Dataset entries
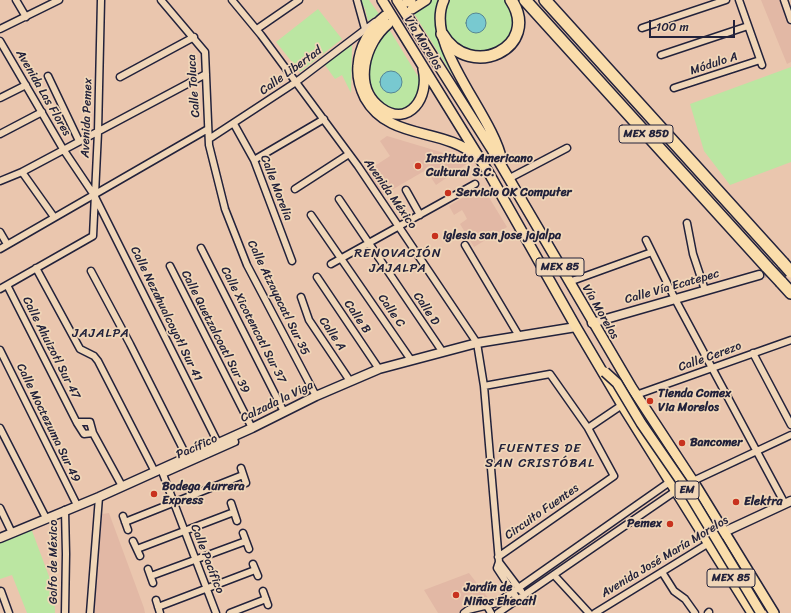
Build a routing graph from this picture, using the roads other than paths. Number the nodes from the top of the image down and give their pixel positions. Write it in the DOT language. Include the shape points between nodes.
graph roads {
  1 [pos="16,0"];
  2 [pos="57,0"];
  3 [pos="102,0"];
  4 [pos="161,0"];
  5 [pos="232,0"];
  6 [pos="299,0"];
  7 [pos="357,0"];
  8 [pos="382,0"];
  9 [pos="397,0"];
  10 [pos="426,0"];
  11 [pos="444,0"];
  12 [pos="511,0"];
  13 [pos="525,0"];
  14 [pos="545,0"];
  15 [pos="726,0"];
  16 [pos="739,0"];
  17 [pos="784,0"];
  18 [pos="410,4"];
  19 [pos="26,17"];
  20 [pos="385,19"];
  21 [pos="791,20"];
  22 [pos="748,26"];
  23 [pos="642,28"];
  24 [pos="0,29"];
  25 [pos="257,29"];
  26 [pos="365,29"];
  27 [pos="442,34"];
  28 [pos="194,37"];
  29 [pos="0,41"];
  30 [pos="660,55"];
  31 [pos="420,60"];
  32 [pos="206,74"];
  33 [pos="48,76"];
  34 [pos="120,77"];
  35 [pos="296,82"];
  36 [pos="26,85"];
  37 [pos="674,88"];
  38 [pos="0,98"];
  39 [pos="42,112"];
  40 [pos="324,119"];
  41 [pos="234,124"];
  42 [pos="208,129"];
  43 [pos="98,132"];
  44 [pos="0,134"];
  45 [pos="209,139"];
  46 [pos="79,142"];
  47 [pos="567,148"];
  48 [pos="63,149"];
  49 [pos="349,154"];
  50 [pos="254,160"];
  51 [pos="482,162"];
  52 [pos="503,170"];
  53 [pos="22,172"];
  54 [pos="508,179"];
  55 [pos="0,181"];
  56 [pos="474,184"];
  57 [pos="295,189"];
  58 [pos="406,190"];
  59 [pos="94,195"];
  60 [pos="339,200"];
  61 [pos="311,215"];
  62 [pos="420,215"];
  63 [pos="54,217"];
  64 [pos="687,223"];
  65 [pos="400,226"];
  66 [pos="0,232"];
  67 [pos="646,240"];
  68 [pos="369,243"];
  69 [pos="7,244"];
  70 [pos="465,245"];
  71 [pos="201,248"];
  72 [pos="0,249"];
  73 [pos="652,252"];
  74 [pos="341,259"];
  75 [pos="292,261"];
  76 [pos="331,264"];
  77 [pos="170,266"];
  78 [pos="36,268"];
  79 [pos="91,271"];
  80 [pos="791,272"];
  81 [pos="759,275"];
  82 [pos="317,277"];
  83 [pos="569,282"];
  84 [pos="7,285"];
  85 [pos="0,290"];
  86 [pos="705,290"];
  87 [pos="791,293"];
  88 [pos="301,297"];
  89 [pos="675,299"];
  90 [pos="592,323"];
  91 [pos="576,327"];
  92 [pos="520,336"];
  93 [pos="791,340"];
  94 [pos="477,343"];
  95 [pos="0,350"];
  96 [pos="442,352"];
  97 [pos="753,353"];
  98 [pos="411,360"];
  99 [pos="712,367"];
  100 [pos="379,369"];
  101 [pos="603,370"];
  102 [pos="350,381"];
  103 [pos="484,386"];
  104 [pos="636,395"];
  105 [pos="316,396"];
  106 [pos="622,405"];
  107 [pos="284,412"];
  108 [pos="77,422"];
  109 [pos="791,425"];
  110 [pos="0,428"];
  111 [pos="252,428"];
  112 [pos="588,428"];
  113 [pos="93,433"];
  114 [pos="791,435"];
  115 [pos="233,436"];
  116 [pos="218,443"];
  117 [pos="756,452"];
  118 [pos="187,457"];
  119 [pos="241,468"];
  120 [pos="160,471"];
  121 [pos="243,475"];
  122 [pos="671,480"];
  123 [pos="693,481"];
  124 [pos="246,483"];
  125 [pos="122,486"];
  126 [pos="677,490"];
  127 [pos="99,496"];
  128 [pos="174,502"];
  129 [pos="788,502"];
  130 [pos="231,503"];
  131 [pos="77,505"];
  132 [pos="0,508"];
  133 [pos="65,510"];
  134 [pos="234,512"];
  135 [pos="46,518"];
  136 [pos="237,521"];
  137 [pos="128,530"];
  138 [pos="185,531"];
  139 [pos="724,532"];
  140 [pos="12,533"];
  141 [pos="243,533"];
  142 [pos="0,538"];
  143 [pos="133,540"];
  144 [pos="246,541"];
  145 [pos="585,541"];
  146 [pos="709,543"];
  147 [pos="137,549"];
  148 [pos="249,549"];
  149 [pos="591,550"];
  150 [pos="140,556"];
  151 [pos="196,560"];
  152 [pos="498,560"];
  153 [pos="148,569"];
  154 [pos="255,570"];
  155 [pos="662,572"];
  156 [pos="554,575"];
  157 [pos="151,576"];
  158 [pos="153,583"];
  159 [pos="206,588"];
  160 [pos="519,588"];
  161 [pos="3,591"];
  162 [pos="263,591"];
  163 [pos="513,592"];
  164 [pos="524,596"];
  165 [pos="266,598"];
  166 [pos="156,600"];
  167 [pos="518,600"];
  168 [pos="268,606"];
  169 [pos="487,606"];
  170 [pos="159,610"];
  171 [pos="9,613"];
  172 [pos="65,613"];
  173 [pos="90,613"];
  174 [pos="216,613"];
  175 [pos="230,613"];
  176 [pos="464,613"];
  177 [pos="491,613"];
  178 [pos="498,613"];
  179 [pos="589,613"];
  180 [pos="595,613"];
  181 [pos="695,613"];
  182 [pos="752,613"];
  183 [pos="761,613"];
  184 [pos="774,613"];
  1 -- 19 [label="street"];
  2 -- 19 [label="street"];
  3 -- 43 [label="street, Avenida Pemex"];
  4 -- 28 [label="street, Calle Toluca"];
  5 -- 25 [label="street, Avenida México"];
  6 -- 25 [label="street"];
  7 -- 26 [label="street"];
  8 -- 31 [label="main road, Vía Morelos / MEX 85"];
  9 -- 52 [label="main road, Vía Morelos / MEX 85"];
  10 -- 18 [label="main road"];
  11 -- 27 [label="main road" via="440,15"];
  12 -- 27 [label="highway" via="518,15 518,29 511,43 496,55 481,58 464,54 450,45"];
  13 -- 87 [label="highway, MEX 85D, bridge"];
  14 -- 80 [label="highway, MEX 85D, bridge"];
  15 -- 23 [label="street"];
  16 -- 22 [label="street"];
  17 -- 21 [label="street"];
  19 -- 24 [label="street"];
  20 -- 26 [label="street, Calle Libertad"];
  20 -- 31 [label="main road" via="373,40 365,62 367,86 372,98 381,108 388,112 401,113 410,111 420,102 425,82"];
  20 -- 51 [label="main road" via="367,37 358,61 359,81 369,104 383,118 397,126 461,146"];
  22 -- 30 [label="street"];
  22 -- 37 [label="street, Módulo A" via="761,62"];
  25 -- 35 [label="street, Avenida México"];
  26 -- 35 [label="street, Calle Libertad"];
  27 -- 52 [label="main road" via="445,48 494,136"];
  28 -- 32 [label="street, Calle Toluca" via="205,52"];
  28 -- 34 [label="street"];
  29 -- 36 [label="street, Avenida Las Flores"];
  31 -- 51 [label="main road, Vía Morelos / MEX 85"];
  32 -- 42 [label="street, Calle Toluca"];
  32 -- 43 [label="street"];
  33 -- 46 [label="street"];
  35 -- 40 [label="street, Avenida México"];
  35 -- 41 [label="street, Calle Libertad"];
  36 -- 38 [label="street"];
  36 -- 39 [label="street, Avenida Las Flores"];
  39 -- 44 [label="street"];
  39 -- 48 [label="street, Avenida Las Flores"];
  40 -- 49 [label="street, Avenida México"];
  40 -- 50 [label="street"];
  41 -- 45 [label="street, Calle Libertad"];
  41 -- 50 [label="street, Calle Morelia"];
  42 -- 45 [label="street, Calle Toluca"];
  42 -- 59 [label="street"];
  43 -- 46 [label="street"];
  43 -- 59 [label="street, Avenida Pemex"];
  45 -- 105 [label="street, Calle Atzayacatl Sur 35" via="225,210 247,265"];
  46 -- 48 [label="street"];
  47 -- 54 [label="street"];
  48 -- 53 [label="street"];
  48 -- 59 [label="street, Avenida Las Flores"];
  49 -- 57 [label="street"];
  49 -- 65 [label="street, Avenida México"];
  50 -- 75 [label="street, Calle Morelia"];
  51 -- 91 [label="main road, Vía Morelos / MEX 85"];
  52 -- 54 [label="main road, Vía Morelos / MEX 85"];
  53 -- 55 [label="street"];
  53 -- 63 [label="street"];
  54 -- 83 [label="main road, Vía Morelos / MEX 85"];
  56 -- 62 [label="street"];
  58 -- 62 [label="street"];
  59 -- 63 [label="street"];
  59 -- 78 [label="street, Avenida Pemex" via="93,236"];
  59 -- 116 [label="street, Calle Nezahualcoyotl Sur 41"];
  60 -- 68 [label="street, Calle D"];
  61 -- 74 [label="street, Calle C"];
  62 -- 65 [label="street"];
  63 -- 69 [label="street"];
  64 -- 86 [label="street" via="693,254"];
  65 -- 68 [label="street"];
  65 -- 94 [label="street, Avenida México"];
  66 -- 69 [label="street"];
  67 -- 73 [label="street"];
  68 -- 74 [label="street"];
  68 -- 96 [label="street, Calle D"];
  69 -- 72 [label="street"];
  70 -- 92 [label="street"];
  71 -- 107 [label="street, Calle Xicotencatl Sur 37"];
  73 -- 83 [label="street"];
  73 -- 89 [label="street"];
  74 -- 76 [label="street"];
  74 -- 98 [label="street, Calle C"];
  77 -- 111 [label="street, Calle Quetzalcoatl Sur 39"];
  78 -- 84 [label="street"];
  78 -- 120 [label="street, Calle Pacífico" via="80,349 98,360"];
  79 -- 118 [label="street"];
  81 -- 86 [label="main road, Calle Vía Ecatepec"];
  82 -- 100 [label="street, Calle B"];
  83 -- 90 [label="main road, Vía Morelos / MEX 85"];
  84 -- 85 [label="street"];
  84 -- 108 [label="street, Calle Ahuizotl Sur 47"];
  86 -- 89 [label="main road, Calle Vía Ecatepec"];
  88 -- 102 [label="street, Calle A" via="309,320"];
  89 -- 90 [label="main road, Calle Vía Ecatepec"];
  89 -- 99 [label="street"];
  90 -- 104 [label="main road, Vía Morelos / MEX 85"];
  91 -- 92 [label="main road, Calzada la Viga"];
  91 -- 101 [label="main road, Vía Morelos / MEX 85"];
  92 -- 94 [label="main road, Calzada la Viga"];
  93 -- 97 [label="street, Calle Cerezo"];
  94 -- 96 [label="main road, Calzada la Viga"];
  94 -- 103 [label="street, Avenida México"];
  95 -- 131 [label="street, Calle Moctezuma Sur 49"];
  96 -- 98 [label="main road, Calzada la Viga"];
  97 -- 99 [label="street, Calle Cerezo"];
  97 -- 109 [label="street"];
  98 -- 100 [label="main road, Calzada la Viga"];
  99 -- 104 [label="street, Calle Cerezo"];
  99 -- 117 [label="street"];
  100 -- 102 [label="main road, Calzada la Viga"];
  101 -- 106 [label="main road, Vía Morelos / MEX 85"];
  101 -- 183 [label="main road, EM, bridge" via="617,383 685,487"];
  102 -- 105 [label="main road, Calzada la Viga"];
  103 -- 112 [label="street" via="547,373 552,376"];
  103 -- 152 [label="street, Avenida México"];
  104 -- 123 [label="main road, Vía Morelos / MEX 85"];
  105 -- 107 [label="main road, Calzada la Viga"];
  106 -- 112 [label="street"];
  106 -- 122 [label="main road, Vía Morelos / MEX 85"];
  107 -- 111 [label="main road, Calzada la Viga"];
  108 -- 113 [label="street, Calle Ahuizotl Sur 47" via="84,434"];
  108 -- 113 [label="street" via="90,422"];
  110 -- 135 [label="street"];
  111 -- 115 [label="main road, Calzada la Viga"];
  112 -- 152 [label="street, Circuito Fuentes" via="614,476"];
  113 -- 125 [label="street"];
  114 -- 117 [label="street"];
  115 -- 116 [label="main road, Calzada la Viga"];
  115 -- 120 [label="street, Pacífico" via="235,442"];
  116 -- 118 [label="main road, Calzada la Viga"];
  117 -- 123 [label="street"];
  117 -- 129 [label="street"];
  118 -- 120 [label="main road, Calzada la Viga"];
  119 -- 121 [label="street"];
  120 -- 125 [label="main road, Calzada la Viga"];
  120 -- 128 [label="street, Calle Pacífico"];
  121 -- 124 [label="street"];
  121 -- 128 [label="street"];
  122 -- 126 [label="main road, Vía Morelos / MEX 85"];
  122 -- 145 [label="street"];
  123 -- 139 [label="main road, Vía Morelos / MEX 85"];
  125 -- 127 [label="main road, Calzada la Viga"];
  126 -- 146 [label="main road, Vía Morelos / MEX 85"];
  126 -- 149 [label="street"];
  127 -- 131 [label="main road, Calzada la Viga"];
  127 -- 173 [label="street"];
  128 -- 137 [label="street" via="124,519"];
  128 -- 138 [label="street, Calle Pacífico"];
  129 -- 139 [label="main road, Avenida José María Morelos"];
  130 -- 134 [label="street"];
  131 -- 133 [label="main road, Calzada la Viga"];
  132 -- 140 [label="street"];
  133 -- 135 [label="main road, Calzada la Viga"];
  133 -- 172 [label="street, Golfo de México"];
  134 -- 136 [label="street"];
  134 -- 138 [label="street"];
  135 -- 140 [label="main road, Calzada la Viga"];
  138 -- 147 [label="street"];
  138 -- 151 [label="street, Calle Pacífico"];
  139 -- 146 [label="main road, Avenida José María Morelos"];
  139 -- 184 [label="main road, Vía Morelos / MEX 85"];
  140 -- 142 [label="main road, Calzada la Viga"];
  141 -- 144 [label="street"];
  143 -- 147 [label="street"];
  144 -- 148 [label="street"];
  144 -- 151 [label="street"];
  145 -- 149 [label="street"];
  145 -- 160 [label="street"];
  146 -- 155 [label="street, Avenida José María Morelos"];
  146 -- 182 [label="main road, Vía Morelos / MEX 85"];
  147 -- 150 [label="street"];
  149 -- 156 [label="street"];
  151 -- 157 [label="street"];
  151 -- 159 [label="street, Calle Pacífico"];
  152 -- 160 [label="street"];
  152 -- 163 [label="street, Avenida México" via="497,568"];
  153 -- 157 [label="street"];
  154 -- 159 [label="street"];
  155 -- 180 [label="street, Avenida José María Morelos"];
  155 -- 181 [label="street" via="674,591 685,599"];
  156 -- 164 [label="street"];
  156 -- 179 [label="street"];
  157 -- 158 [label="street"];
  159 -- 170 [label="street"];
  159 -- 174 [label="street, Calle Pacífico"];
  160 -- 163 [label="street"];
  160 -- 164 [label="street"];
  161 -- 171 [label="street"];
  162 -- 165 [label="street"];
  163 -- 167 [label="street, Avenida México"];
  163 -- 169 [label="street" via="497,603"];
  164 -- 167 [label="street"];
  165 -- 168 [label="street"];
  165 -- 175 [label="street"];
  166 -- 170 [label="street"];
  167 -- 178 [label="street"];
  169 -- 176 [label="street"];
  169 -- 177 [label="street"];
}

## Work required:
Check each line above for the string "bridge" and copy every line that has it.

## Reply:
  13 -- 87 [label="highway, MEX 85D, bridge"];
  14 -- 80 [label="highway, MEX 85D, bridge"];
  101 -- 183 [label="main road, EM, bridge" via="617,383 685,487"];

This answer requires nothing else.